• Data listing:
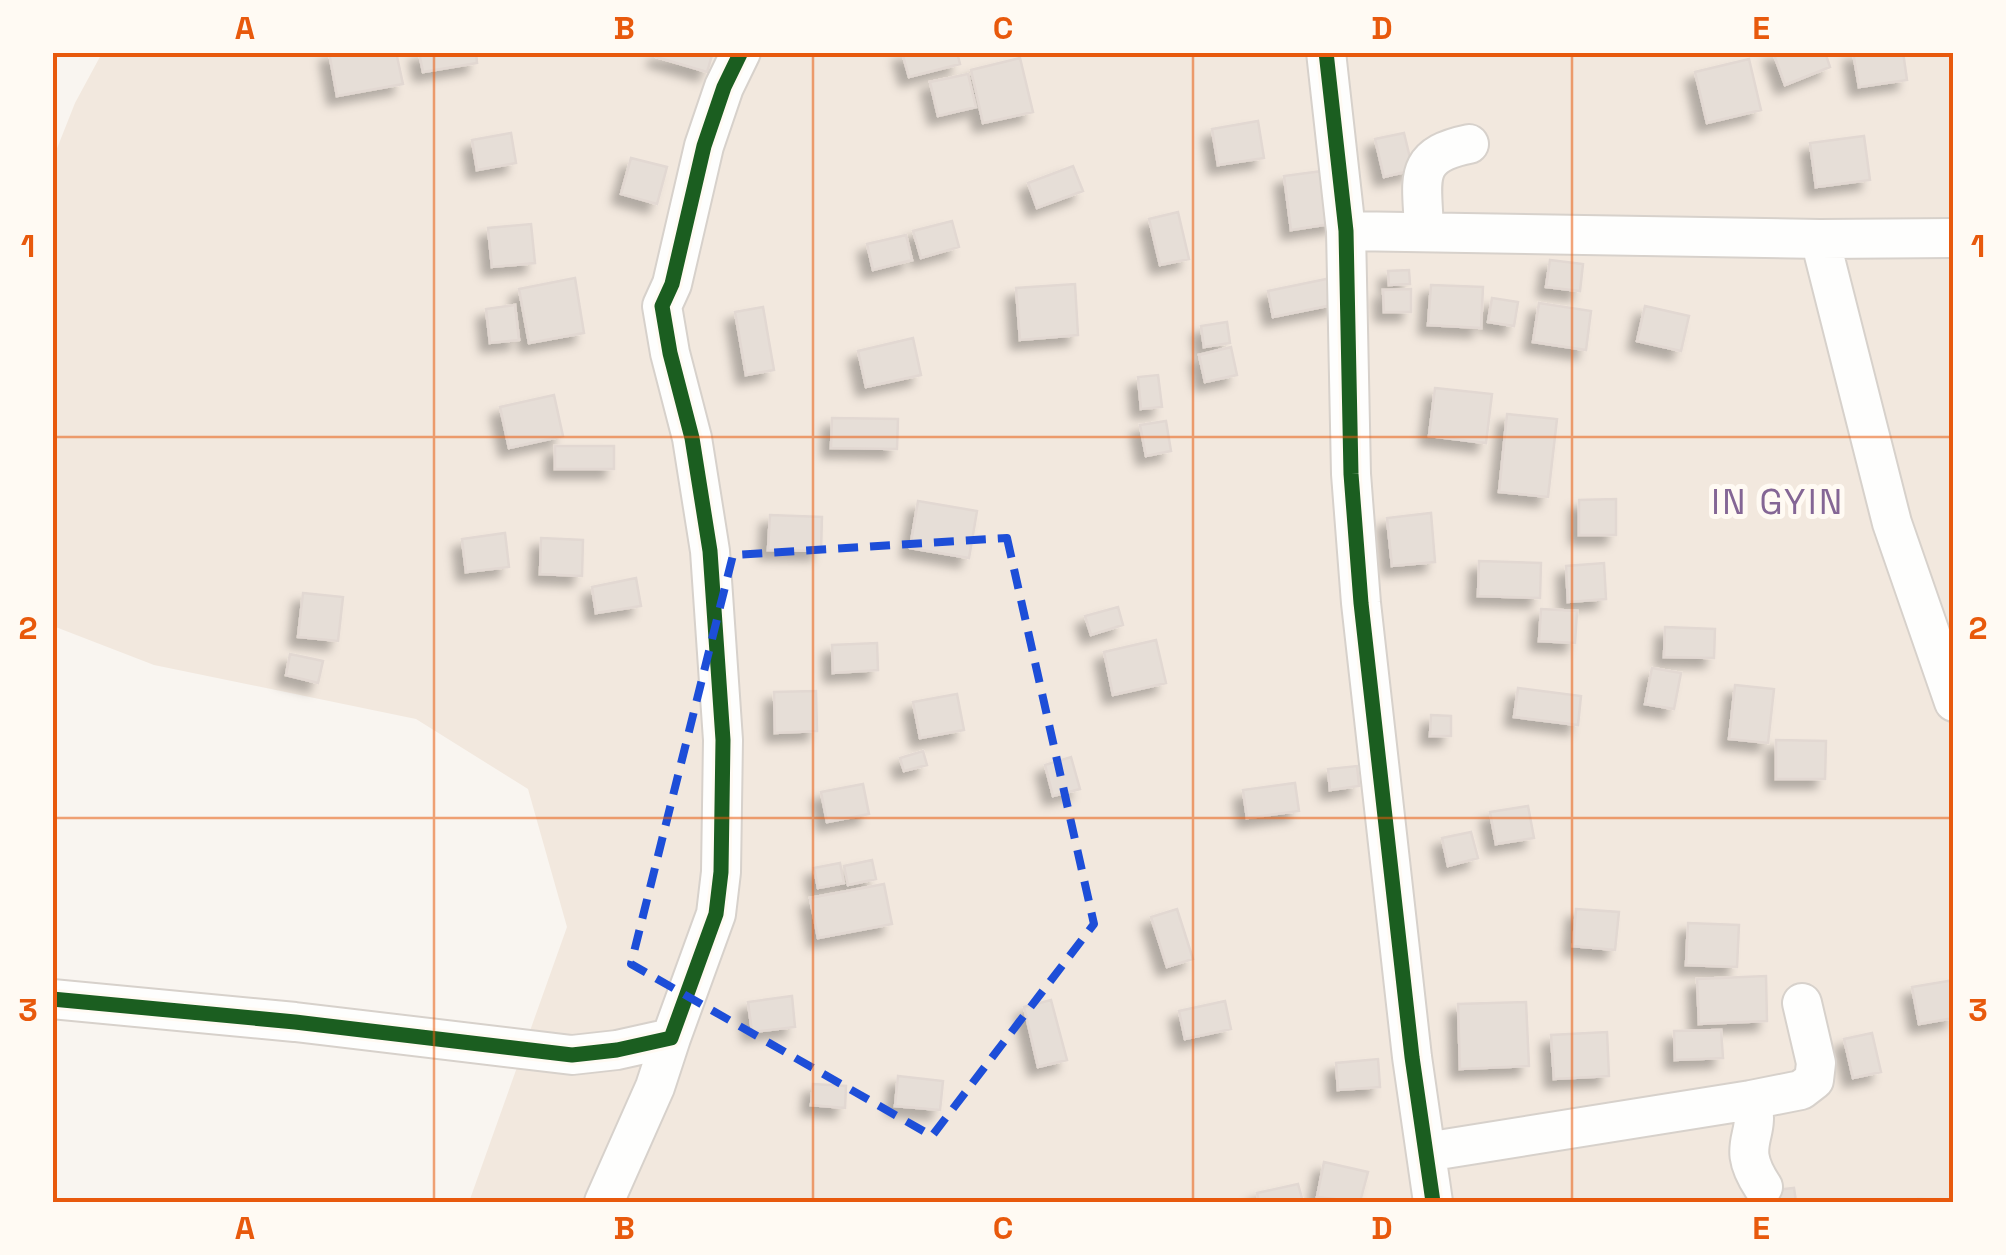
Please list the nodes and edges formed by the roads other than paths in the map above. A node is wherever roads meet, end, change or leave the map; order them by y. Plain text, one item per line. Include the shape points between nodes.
1 (741, 52) edge
2 (1326, 52) edge
3 (1469, 144) dead end
4 (1346, 231) junction
5 (1424, 232) junction
6 (1954, 238) edge
7 (1820, 239) junction
8 (1954, 702) edge
9 (52, 999) edge
10 (1802, 1003) dead end
11 (671, 1038) junction
12 (1751, 1100) junction
13 (1426, 1152) junction
14 (1762, 1187) dead end
15 (604, 1202) edge
16 (1433, 1202) edge

1 - 11 street via 704,146 662,306 710,551 723,740 716,914
2 - 4 street
3 - 5 street via 1428,160
4 - 5 street
4 - 13 street via 1360,603
5 - 7 street
6 - 7 street
7 - 8 street via 1892,523
9 - 11 street via 572,1054
10 - 12 street via 1814,1080 1801,1090
11 - 15 street
12 - 13 street
12 - 14 street via 1757,1120 1746,1151
13 - 16 street

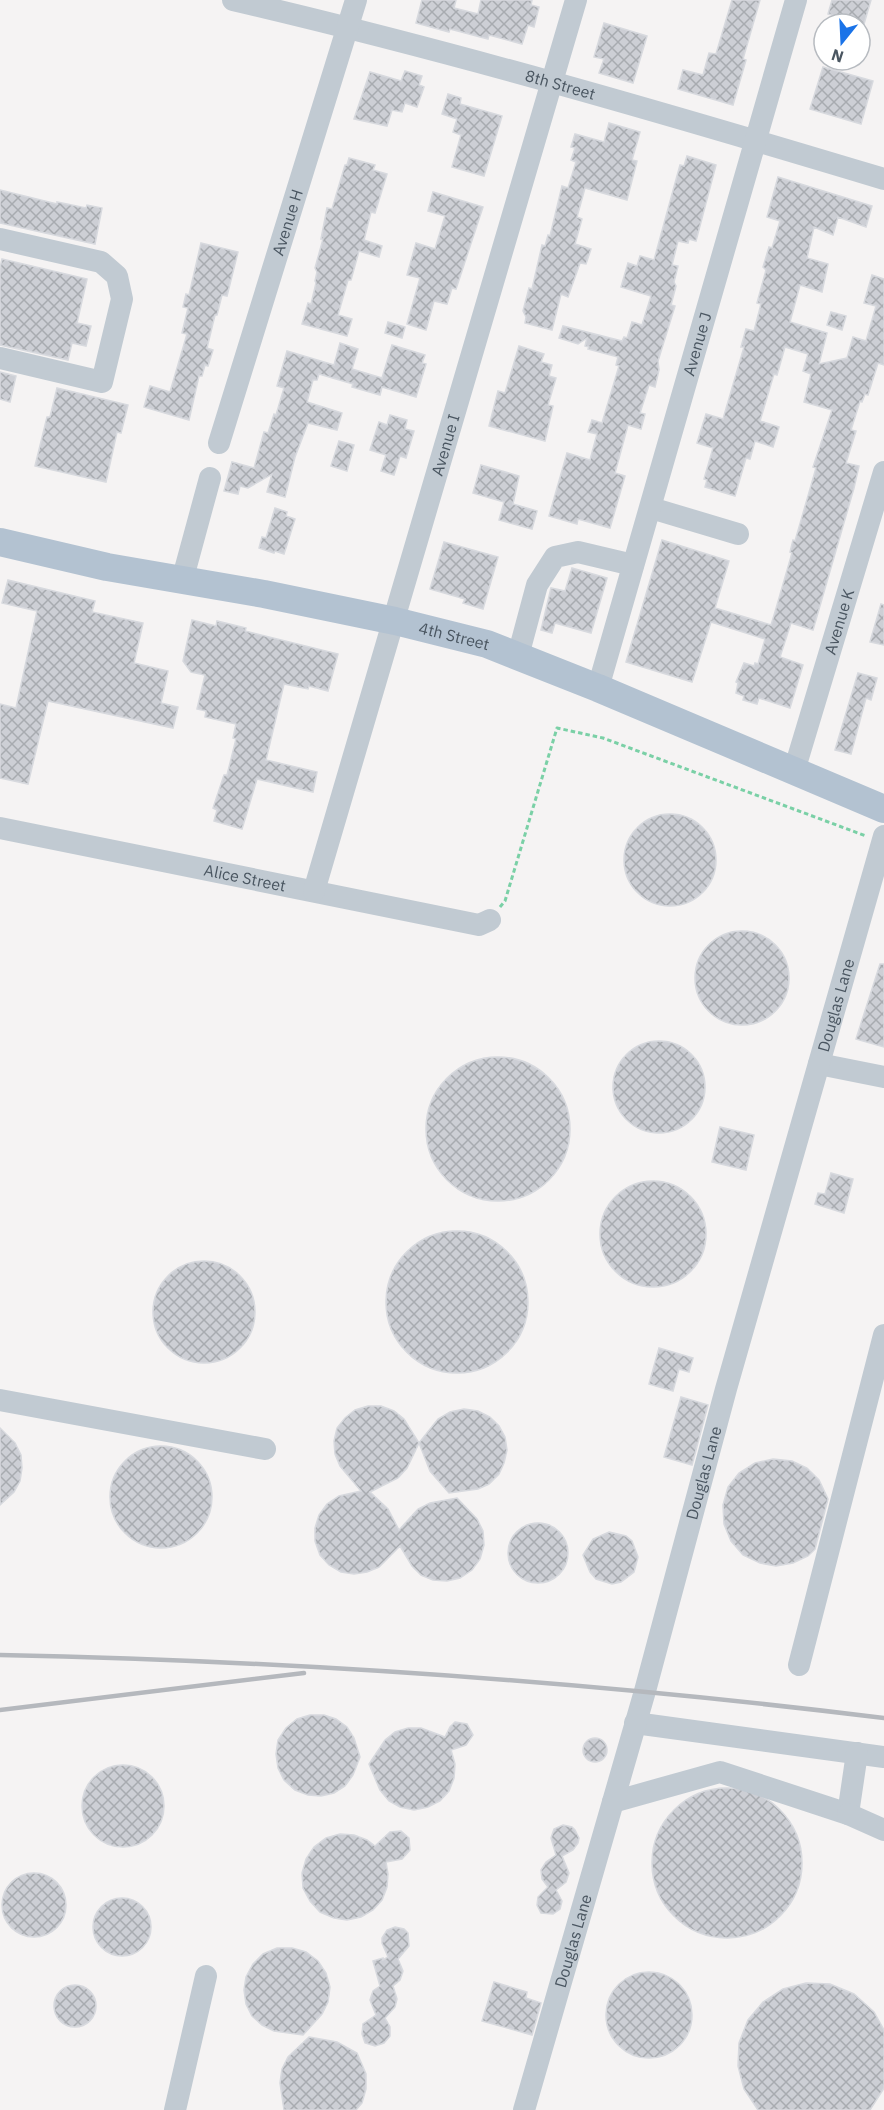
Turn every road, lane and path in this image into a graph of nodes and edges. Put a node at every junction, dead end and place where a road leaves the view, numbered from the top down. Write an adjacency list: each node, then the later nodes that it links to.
1 (233, 0): 5 (street, 8th Street)
2 (356, 0): 5 (street, Avenue H)
3 (576, 0): 6 (street, Avenue I)
4 (796, 0): 7 (street, Avenue J)
5 (348, 27): 6 (street, 8th Street); 11 (street, Avenue H)
6 (552, 82): 7 (street, 8th Street); 19 (street, Avenue I)
7 (755, 140): 8 (street, 8th Street); 14 (street, Avenue J)
8 (884, 179)
9 (0, 239): 10 (street)
10 (0, 358)
11 (219, 443)
12 (884, 472): 22 (street, Avenue K)
13 (210, 478): 18 (street)
14 (651, 508): 15 (street); 17 (street, Avenue J)
15 (738, 534)
16 (0, 542): 18 (main road, 4th Street)
17 (633, 565): 20 (street); 21 (street, Avenue J)
18 (182, 581): 19 (main road, 4th Street)
19 (395, 621): 20 (main road, 4th Street); 26 (street, Avenue I)
20 (518, 656): 21 (main road, 4th Street)
21 (598, 688): 22 (main road, 4th Street)
22 (794, 771): 23 (main road, 4th Street)
23 (884, 809)
24 (0, 828): 26 (street, Alice Street)
25 (883, 839): 27 (path); 28 (street, Douglas Lane)
26 (314, 891): 27 (street, Alice Street)
27 (490, 920)
28 (819, 1064): 29 (street); 34 (street, Douglas Lane)
29 (884, 1077)
30 (884, 1335): 33 (street)
31 (0, 1400): 32 (street)
32 (265, 1449)
33 (799, 1665)
34 (635, 1723): 35 (street); 37 (street, Douglas Lane)
35 (857, 1753): 36 (street); 38 (street)
36 (884, 1757)
37 (613, 1802): 38 (street); 42 (street, Douglas Lane)
38 (848, 1814): 39 (street)
39 (884, 1830)
40 (206, 1976): 41 (street)
41 (175, 2110)
42 (524, 2110)

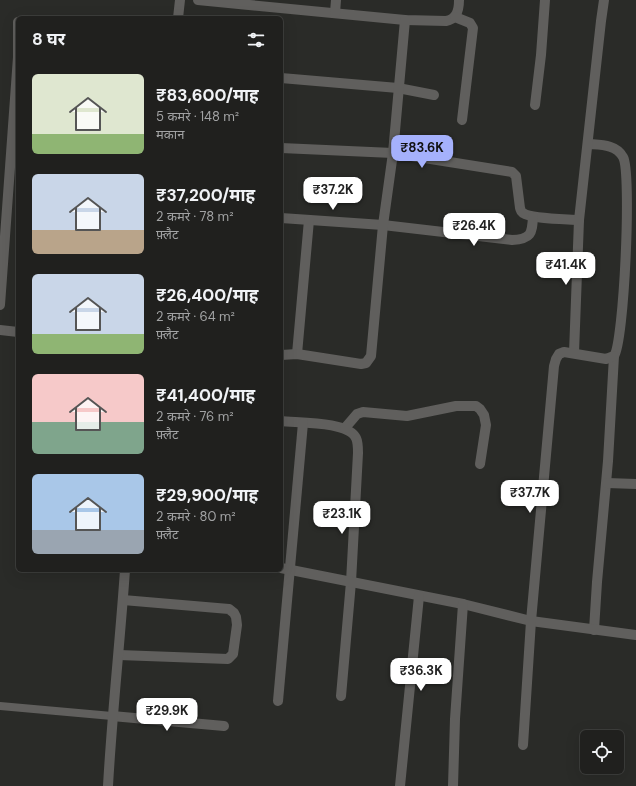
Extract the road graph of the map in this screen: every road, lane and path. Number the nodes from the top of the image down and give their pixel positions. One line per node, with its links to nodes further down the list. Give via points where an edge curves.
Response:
1 (180, 0): 8 (street)
2 (198, 0): 7 (street)
3 (336, 0): 7 (street)
4 (460, 0): 9 (street)
5 (545, 0): 14 (street, via 542,55)
6 (604, 0): 17 (street)
7 (335, 13): 10 (street)
8 (178, 16)
9 (455, 17): 10 (street, via 446,21); 16 (street, via 470,23 473,28)
10 (405, 20): 12 (street)
11 (283, 78): 12 (street)
12 (398, 88): 13 (street); 19 (street)
13 (434, 95)
14 (535, 105)
15 (16, 113): 20 (street)
16 (462, 120)
17 (588, 144): 24 (street); 32 (street, via 612,147 624,159 628,208 624,292)
18 (283, 148): 19 (street)
19 (392, 153): 21 (street, via 512,172 516,176 521,211); 25 (street)
20 (13, 196): 26 (street)
21 (533, 216): 24 (street); 25 (street, via 532,230 524,239 512,240)
22 (283, 218): 23 (street)
23 (309, 220): 25 (street); 30 (street)
24 (579, 220): 29 (street)
25 (383, 224): 30 (street, via 369,360 366,364 361,364)
26 (0, 305)
27 (0, 330): 28 (street)
28 (16, 332)
29 (574, 353): 32 (street, via 606,359); 45 (street, via 559,354 554,366)
30 (298, 354): 31 (street)
31 (283, 355)
32 (614, 356): 37 (street)
33 (283, 422): 34 (street)
34 (303, 423): 35 (street); 39 (street)
35 (345, 428): 36 (street, via 357,414 363,412 407,416 456,406 476,406 484,415 486,425); 41 (street, via 356,436 358,453)
36 (480, 464)
37 (607, 483): 38 (street); 46 (street)
38 (636, 484)
39 (285, 569): 41 (street); 50 (street)
40 (125, 572): 43 (street)
41 (351, 582): 42 (street); 49 (street)
42 (419, 596): 44 (street); 56 (street)
43 (123, 600): 48 (street); 48 (street, via 228,610 234,613 237,625 233,654 228,659)
44 (463, 604): 45 (street); 57 (street)
45 (532, 621): 46 (street); 54 (street)
46 (594, 630): 47 (street)
47 (636, 635)
48 (119, 655): 52 (street)
49 (341, 696)
50 (278, 702)
51 (0, 706): 52 (lane)
52 (112, 716): 53 (street); 55 (street)
53 (224, 726)
54 (523, 745)
55 (108, 786)
56 (400, 786)
57 (452, 786)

• Task objective: Could you output every record above exactly as it appears, without the pictures?

• Answer area:
Please list the nodes and edges formed by the roads other than paths in the map above. A node is wherever roads meet, end, change or leave the map; order them by y. Plain text, one item per line. Include the shape points between nodes.
1 (741, 52) edge
2 (1326, 52) edge
3 (1469, 144) dead end
4 (1346, 231) junction
5 (1424, 232) junction
6 (1954, 238) edge
7 (1820, 239) junction
8 (1954, 702) edge
9 (52, 999) edge
10 (1802, 1003) dead end
11 (671, 1038) junction
12 (1751, 1100) junction
13 (1426, 1152) junction
14 (1762, 1187) dead end
15 (604, 1202) edge
16 (1433, 1202) edge

1 - 11 street via 704,146 662,306 710,551 723,740 716,914
2 - 4 street
3 - 5 street via 1428,160
4 - 5 street
4 - 13 street via 1360,603
5 - 7 street
6 - 7 street
7 - 8 street via 1892,523
9 - 11 street via 572,1054
10 - 12 street via 1814,1080 1801,1090
11 - 15 street
12 - 13 street
12 - 14 street via 1757,1120 1746,1151
13 - 16 street

Turn every road, lane and path in this image into a graph of nodes and edges. Put a node at every junction, dead end and place where a road leaves the view, numbered from the top down. Write an adjacency list: each node, then the later nodes that it links to.
1 (233, 0): 5 (street, 8th Street)
2 (356, 0): 5 (street, Avenue H)
3 (576, 0): 6 (street, Avenue I)
4 (796, 0): 7 (street, Avenue J)
5 (348, 27): 6 (street, 8th Street); 11 (street, Avenue H)
6 (552, 82): 7 (street, 8th Street); 19 (street, Avenue I)
7 (755, 140): 8 (street, 8th Street); 14 (street, Avenue J)
8 (884, 179)
9 (0, 239): 10 (street)
10 (0, 358)
11 (219, 443)
12 (884, 472): 22 (street, Avenue K)
13 (210, 478): 18 (street)
14 (651, 508): 15 (street); 17 (street, Avenue J)
15 (738, 534)
16 (0, 542): 18 (main road, 4th Street)
17 (633, 565): 20 (street); 21 (street, Avenue J)
18 (182, 581): 19 (main road, 4th Street)
19 (395, 621): 20 (main road, 4th Street); 26 (street, Avenue I)
20 (518, 656): 21 (main road, 4th Street)
21 (598, 688): 22 (main road, 4th Street)
22 (794, 771): 23 (main road, 4th Street)
23 (884, 809)
24 (0, 828): 26 (street, Alice Street)
25 (883, 839): 27 (path); 28 (street, Douglas Lane)
26 (314, 891): 27 (street, Alice Street)
27 (490, 920)
28 (819, 1064): 29 (street); 34 (street, Douglas Lane)
29 (884, 1077)
30 (884, 1335): 33 (street)
31 (0, 1400): 32 (street)
32 (265, 1449)
33 (799, 1665)
34 (635, 1723): 35 (street); 37 (street, Douglas Lane)
35 (857, 1753): 36 (street); 38 (street)
36 (884, 1757)
37 (613, 1802): 38 (street); 42 (street, Douglas Lane)
38 (848, 1814): 39 (street)
39 (884, 1830)
40 (206, 1976): 41 (street)
41 (175, 2110)
42 (524, 2110)

Extract the road graph of the map in this screen: every road, lane and path. Number the nodes from the top of the image down and give their pixel positions. One line per node, with its links to nodes further down the list. Give via points where an edge curves.
Response:
1 (180, 0): 8 (street)
2 (198, 0): 7 (street)
3 (336, 0): 7 (street)
4 (460, 0): 9 (street)
5 (545, 0): 14 (street, via 542,55)
6 (604, 0): 17 (street)
7 (335, 13): 10 (street)
8 (178, 16)
9 (455, 17): 10 (street, via 446,21); 16 (street, via 470,23 473,28)
10 (405, 20): 12 (street)
11 (283, 78): 12 (street)
12 (398, 88): 13 (street); 19 (street)
13 (434, 95)
14 (535, 105)
15 (16, 113): 20 (street)
16 (462, 120)
17 (588, 144): 24 (street); 32 (street, via 612,147 624,159 628,208 624,292)
18 (283, 148): 19 (street)
19 (392, 153): 21 (street, via 512,172 516,176 521,211); 25 (street)
20 (13, 196): 26 (street)
21 (533, 216): 24 (street); 25 (street, via 532,230 524,239 512,240)
22 (283, 218): 23 (street)
23 (309, 220): 25 (street); 30 (street)
24 (579, 220): 29 (street)
25 (383, 224): 30 (street, via 369,360 366,364 361,364)
26 (0, 305)
27 (0, 330): 28 (street)
28 (16, 332)
29 (574, 353): 32 (street, via 606,359); 45 (street, via 559,354 554,366)
30 (298, 354): 31 (street)
31 (283, 355)
32 (614, 356): 37 (street)
33 (283, 422): 34 (street)
34 (303, 423): 35 (street); 39 (street)
35 (345, 428): 36 (street, via 357,414 363,412 407,416 456,406 476,406 484,415 486,425); 41 (street, via 356,436 358,453)
36 (480, 464)
37 (607, 483): 38 (street); 46 (street)
38 (636, 484)
39 (285, 569): 41 (street); 50 (street)
40 (125, 572): 43 (street)
41 (351, 582): 42 (street); 49 (street)
42 (419, 596): 44 (street); 56 (street)
43 (123, 600): 48 (street); 48 (street, via 228,610 234,613 237,625 233,654 228,659)
44 (463, 604): 45 (street); 57 (street)
45 (532, 621): 46 (street); 54 (street)
46 (594, 630): 47 (street)
47 (636, 635)
48 (119, 655): 52 (street)
49 (341, 696)
50 (278, 702)
51 (0, 706): 52 (lane)
52 (112, 716): 53 (street); 55 (street)
53 (224, 726)
54 (523, 745)
55 (108, 786)
56 (400, 786)
57 (452, 786)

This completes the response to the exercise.